Yŏnt‘an County is a county in North Hwanghae province, North Korea.

==Name==
The name Yontan means "a fast stream like a swallow", which refers to the river that is fast that exists in the region.

==History==
The county was newly created in 1952 from Myons from Hwangju County, Suan County and Sŏhŭng County.After Hwanghae Province was divided into North and south in 1954, the region became a county of North Hwanghae Province.

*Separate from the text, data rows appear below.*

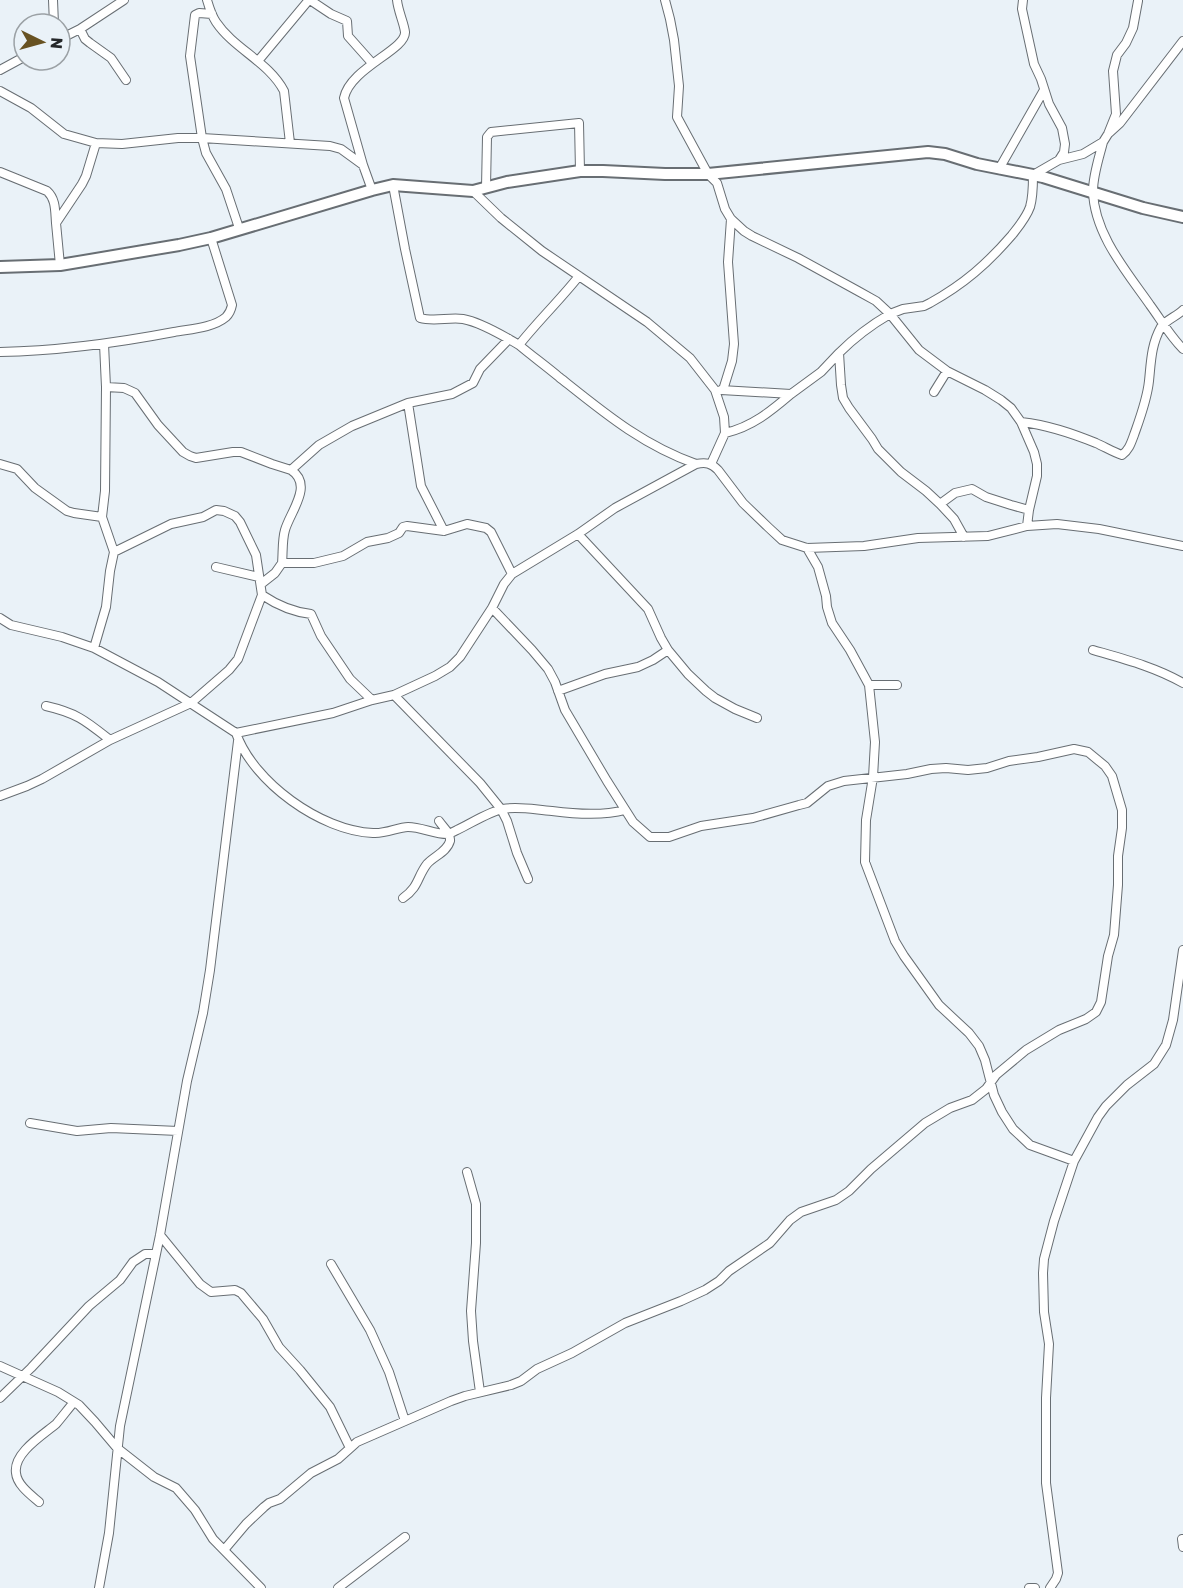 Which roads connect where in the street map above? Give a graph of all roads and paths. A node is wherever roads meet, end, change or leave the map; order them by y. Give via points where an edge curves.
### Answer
1 (124, 0) edge
2 (207, 0) edge
3 (310, 0) edge
4 (397, 0) edge
5 (665, 0) edge
6 (1023, 0) edge
7 (1138, 1) edge
8 (212, 14) junction
9 (80, 29) junction
10 (72, 33) edge
11 (1183, 41) edge
12 (258, 61) junction
13 (372, 63) junction
14 (126, 80) dead end
15 (0, 90) edge
16 (1044, 90) junction
17 (1108, 134) junction
18 (202, 138) junction
19 (96, 142) junction
20 (1103, 142) junction
21 (290, 143) junction
22 (1059, 160) junction
23 (363, 165) junction
24 (999, 169) junction
25 (580, 171) junction
26 (0, 172) edge
27 (708, 174) junction
28 (1033, 175) junction
29 (393, 185) junction
30 (486, 187) junction
31 (372, 190) junction
32 (473, 191) junction
33 (1093, 192) junction
34 (1183, 217) edge
35 (731, 219) junction
36 (56, 222) junction
37 (239, 228) junction
38 (211, 238) junction
39 (60, 265) junction
40 (0, 267) edge
41 (579, 276) junction
42 (1183, 310) edge
43 (890, 314) junction
44 (1162, 325) junction
45 (509, 339) junction
46 (104, 344) junction
47 (519, 345) junction
48 (1183, 349) edge
49 (0, 352) edge
50 (838, 353) junction
51 (947, 371) junction
52 (106, 387) junction
53 (719, 390) junction
54 (934, 392) dead end
55 (791, 394) junction
56 (408, 403) junction
57 (1021, 422) junction
58 (725, 433) junction
59 (0, 464) edge
60 (696, 464) junction
61 (711, 464) junction
62 (291, 470) junction
63 (940, 504) junction
64 (1029, 510) junction
65 (102, 517) junction
66 (1027, 525) junction
67 (444, 531) junction
68 (578, 534) junction
69 (964, 537) junction
70 (1183, 546) edge
71 (807, 548) junction
72 (114, 552) junction
73 (282, 563) junction
74 (216, 567) dead end
75 (513, 574) junction
76 (260, 581) junction
77 (262, 595) junction
78 (492, 609) junction
79 (0, 618) edge
80 (94, 648) junction
81 (668, 650) junction
82 (1093, 650) dead end
83 (1183, 683) edge
84 (869, 685) junction
85 (897, 685) dead end
86 (558, 692) junction
87 (394, 695) junction
88 (372, 700) junction
89 (191, 703) junction
90 (46, 706) dead end
91 (758, 718) dead end
92 (237, 737) junction
93 (110, 740) junction
94 (873, 777) junction
95 (0, 796) edge
96 (501, 809) junction
97 (625, 810) junction
98 (439, 821) dead end
99 (449, 834) junction
100 (528, 879) dead end
101 (404, 898) dead end
102 (1183, 950) edge
103 (1183, 1019) edge
104 (1173, 1020) junction
105 (991, 1082) junction
106 (30, 1123) dead end
107 (178, 1131) junction
108 (1074, 1161) junction
109 (467, 1172) dead end
110 (160, 1235) junction
111 (156, 1254) junction
112 (331, 1264) dead end
113 (0, 1366) edge
114 (22, 1377) junction
115 (480, 1392) junction
116 (0, 1398) edge
117 (74, 1402) junction
118 (405, 1421) junction
119 (117, 1448) junction
120 (350, 1448) junction
121 (39, 1502) dead end
122 (405, 1538) dead end
123 (224, 1550) junction
124 (99, 1588) edge
125 (261, 1588) edge
126 (338, 1588) edge
127 (1029, 1588) edge
128 (1035, 1588) edge
129 (1050, 1588) edge

1 - 9 street
2 - 8 street
3 - 12 street
3 - 13 street via 347,21 348,36
4 - 13 street via 404,39
5 - 27 street via 679,86 677,117
6 - 16 street via 1031,53
7 - 17 street via 1133,28 1117,55 1113,71 1116,114
8 - 12 street via 228,35
8 - 18 street via 195,15 190,56
9 - 10 street
9 - 14 street via 85,39 111,58
11 - 17 street
12 - 21 street via 284,91
13 - 23 street via 349,85 344,98
15 - 19 street via 64,134
16 - 22 street via 1065,136
16 - 24 street
17 - 20 street
18 - 19 street
18 - 21 street
18 - 37 street
19 - 36 street via 82,184
20 - 22 street via 1083,154
20 - 33 street
21 - 23 street via 330,146
22 - 28 street
23 - 31 street
24 - 27 street via 928,152
24 - 28 street
25 - 27 street
25 - 30 street
25 - 30 street via 579,123 491,132
26 - 36 street via 47,191 54,199
27 - 35 street via 717,183
28 - 33 street
28 - 43 street via 1027,214 987,263 930,303
29 - 31 street
29 - 32 street
29 - 45 street via 420,318 463,319
30 - 32 street
31 - 37 street
32 - 41 street via 533,244
33 - 34 street
33 - 44 street via 1102,231
35 - 43 street via 752,236 876,301
35 - 53 street via 728,262 734,344 732,362
36 - 39 street
37 - 38 street
38 - 39 street
38 - 46 street via 232,305 225,318 190,329
39 - 40 street
41 - 47 street
41 - 53 street via 647,322 690,358
42 - 44 street
43 - 50 street
43 - 51 street via 919,350
44 - 48 street
44 - 57 street via 1152,349 1138,424 1122,455 1056,428
45 - 47 street
45 - 56 street via 480,369 473,383 452,394
46 - 49 street
46 - 52 street
47 - 60 street via 633,434
50 - 55 street via 821,372
50 - 63 street via 843,398 863,429 889,461
51 - 54 street
51 - 57 street via 1001,400
52 - 62 street via 135,393 158,425 190,456 241,452
52 - 65 street
53 - 55 street
53 - 58 street
55 - 58 street via 755,422
56 - 62 street via 336,435
56 - 67 street via 421,486
57 - 64 street via 1037,464
58 - 61 street
59 - 65 street via 17,469 34,488 67,510
60 - 61 street
60 - 68 street via 615,508
61 - 71 street via 768,528 782,540
62 - 73 street via 300,480 299,498 284,531
63 - 64 street via 955,493 972,489
63 - 69 street
64 - 66 street
65 - 72 street
66 - 69 street via 994,535
66 - 70 street via 1081,526
67 - 73 street via 405,526 399,533 367,542 343,556
67 - 75 street via 467,524 489,530
68 - 75 street
68 - 81 street via 648,609
69 - 71 street
71 - 84 street via 818,567 832,624
72 - 76 street via 171,524 222,510 240,522 256,555
72 - 80 street via 106,607
73 - 76 street
74 - 76 street
75 - 78 street
76 - 77 street
77 - 88 street via 299,613 310,614 350,679
77 - 89 street via 238,659
78 - 86 street via 544,663
78 - 87 street via 450,667
79 - 80 street via 10,626
80 - 89 street
81 - 86 street via 638,667 605,674
81 - 91 street via 706,691 735,710
82 - 83 street via 1142,664
84 - 85 street
84 - 94 street via 875,742
86 - 97 street
87 - 88 street
87 - 96 street
88 - 92 street
89 - 92 street
89 - 93 street
90 - 93 street via 80,716
92 - 99 street via 255,767 272,785 320,819 372,833 406,827
92 - 107 street via 210,970
93 - 95 street via 42,779
94 - 97 street via 835,783 805,804 701,826 669,837 648,836
94 - 105 street via 865,862 872,882 899,948 939,1005 979,1046
94 - 105 street via 931,769 987,768 1074,749 1095,757 1112,776 1122,810 1122,828 1114,935 1101,1002 1086,1019 1026,1050
96 - 97 street via 595,814
96 - 99 street
96 - 100 street
98 - 99 street
99 - 101 street via 444,851 427,865
102 - 104 street
103 - 104 street
104 - 108 street via 1161,1055 1106,1106
105 - 108 street via 1002,1112 1024,1140
105 - 115 street via 972,1100 926,1123 836,1200 790,1220 770,1243 705,1290 619,1326 521,1381
106 - 107 street via 77,1131
107 - 110 street
108 - 129 street via 1053,1221 1043,1273 1049,1344 1046,1483 1058,1573
109 - 115 street via 476,1204 471,1311
110 - 111 street
110 - 120 street via 211,1292 241,1293 263,1319 279,1347 330,1407
111 - 114 street via 144,1254 134,1262
111 - 119 street
112 - 118 street via 370,1330
113 - 114 street
114 - 116 street
114 - 117 street
115 - 118 street
117 - 119 street
117 - 121 street via 16,1464 16,1475
118 - 120 street
119 - 123 street via 154,1477 176,1488
119 - 124 street
120 - 123 street via 280,1499 264,1506
122 - 126 street
123 - 125 street
127 - 128 street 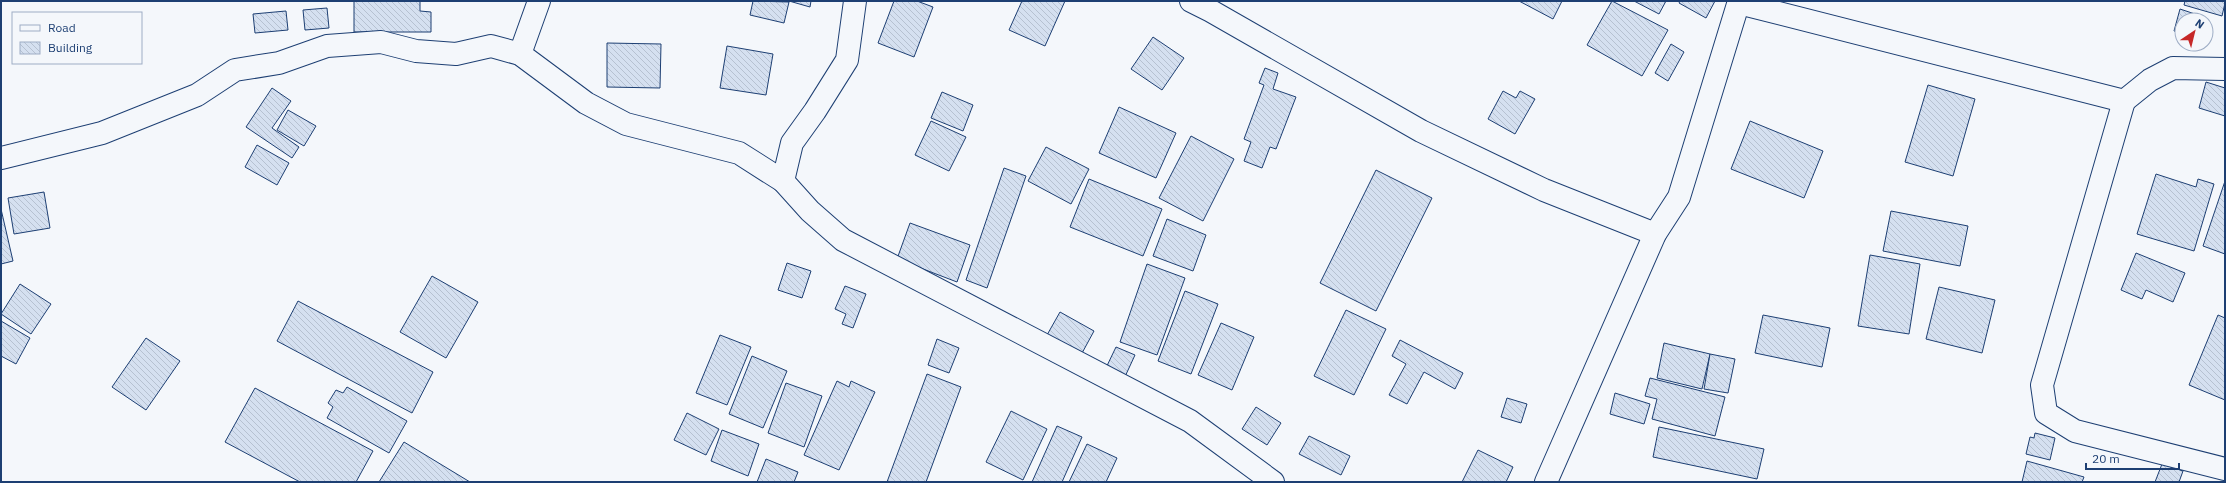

==Administrative divisions==
Yŏnt‘an county is divided into 1 ŭp (town) and 16 ri (villages):

| * Yŏnt‘an-ŭp * Chang'ul-li * Ch'angmae-ri * Ch'ilbong-ri * Kŭmbong-ri * Misal-li * Munhwa-ri * Obong-ri * Pongjae-ri | * P'ungdap-ri * Sin'gŭm-ri * Sinhŭng-ri * Songjung-ri * Sŏngmae-ri * Subong-ri * Toch'i-ri * Wŏllyong-ri |

==Religion==
Due to the atheistic policy of North Korea, it is hard to find the demographics of the area. Before 1945, the region had a catholic parish called the Hwangju parish that was founded in 1902 and extinct in 1919.

==Industry==
The county currently cultivates Choke berries(called Tannamu(단나무)) since 1985(at the period of the 40th anniversary of the founding of the WPK). The region also artificially incubates eggs of Common pheasants, since the hunting of the birds were popular in the region. In 2023, North Korean government completed the construction of the Hwangju Kindung waterway project that covers the area. In January 2025, it was announced that a new factory was built in the region.

==Geography and geology==
The county has a lake called Yontan lake, which was artificially created by blocking the upstream of the Hwangju river in 1974. The lake is connected to the Yesong river and Sohung lake in nearby Sohung County. The region has a lot of mountainous ranges, such as the Eonjin and Jongbang mountainous ranges.The county is also known for its waterfall located in the south of the county.

==Notable places==
- Simwonsa:Buddhist temple built in the Goryeo dynasty
- Goguryeo tombs of Songjung-ri
- The Yontan Odok-ri goindol: A Bronze Age dolmen located in the region. The excavation and inspection of the site was conducted in 1971.